The consequence of that classification is significant: deductions for property holding costs, including mortgage interest, council rates, land tax, insurance and maintenance, will be denied in full.
Importantly, any rental income you do receive is still taxable. So the rental income counts, but the expenses may not, a position that represents a considerable shift from the previous rules.
How the ATO Determines ‘Main Use’
This is where the new ruling is more nuanced and more demanding than the old approach. Previously, deductions were generally reduced based on the number of days the property was available for rent versus used personally. Under the new guidance, the ATO takes a broader view of how the property is used and the intention behind that use.
Factors that will attract ATO attention and may result in a property being classified as a leisure facility include:
- Blocking out peak holiday periods, such as Christmas, Easter, and school holidays, for personal use, even if the property is available for rent at other times
- Advertising the property at rates well above market to deter genuine rental enquiries
- Renting to family or friends at below-market rates
- Making parts of the property inaccessible to guests
- A pattern of use where personal enjoyment is clearly prioritised over rental income generation
Simply listing a property on Airbnb or a short-term rental platform is not sufficient on its own. The ATO will look at actual behaviour and the overall pattern of use.
The Transitional Period
The ATO has confirmed it will not apply compliance resources to reviewing expenses incurred before 1 July 2026, provided those expenses were incurred under an arrangement that existed prior to 12 November 2025. This transitional period is designed to give existing property owners time to review and adjust their arrangements.

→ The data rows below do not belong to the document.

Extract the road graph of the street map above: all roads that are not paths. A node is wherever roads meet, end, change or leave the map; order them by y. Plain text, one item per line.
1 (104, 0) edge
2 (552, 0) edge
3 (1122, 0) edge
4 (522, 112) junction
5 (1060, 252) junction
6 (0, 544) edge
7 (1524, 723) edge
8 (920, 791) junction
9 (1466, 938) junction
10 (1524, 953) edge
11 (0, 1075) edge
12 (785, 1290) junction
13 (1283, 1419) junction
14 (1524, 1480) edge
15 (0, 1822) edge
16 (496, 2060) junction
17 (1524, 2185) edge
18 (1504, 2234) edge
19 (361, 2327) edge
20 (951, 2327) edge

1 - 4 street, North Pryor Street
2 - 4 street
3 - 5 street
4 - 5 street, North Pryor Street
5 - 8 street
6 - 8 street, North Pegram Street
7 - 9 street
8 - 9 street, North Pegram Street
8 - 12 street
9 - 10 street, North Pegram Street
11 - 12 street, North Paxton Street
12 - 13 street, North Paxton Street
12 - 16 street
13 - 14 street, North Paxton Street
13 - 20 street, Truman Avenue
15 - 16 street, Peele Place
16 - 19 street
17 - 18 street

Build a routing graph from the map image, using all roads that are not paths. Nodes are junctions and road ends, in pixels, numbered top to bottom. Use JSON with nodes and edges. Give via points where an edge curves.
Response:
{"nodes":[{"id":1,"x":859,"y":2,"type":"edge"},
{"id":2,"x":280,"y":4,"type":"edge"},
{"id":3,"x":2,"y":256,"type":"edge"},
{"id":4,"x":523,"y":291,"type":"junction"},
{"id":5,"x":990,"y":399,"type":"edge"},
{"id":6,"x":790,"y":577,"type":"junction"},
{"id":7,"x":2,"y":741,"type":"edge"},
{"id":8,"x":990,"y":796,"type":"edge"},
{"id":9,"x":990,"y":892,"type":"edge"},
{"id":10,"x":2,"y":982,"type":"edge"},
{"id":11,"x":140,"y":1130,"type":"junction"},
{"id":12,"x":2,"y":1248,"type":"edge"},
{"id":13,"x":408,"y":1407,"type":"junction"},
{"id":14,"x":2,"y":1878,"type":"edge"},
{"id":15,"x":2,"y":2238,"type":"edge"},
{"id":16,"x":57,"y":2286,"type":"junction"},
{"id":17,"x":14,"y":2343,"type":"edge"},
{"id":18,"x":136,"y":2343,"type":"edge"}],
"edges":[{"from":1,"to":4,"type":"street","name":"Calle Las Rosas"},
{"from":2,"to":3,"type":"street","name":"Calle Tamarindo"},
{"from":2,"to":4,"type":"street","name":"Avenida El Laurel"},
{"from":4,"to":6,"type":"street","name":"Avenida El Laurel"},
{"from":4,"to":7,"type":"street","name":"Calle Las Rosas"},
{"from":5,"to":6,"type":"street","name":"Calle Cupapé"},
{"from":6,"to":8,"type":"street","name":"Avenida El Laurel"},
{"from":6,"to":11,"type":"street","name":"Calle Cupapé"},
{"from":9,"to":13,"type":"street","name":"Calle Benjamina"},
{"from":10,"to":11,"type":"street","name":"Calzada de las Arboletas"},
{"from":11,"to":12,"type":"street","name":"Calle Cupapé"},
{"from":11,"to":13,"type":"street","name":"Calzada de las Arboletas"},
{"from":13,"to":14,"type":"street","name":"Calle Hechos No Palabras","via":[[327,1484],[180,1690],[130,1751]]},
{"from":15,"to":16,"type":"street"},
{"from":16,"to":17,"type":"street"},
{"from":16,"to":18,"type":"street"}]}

However, for new properties or new loan arrangements entered into after 12 November 2025, the new rules apply immediately.
What Property Owners Should Do Now
The transitional period ends on 1 July 2026, which means now is the time to review your arrangements. Key questions to consider include:
- What proportion of the year is the property genuinely available for rental at market rates?
- Is personal use concentrated around peak periods, and if so, how does that affect the overall picture?
- Are your rental arrangements and record keeping in good enough order to demonstrate that income production is the primary purpose?
- If the property is classified as a leisure facility, what is the financial impact of losing the deductions you currently claim?
For some owners, the answer may be to restructure how the property is managed and marketed. For others, it may prompt a broader reconsideration of whether the property remains the right investment in the current environment.
If you own a holiday home and are unsure how these changes affect your position, we strongly recommend reviewing your arrangements before 1 July 2026. Simmons Livingstone can help you understand where you stand and what options are available. Call 1800 618 800 or email admin@simmonslivingstone.com.au.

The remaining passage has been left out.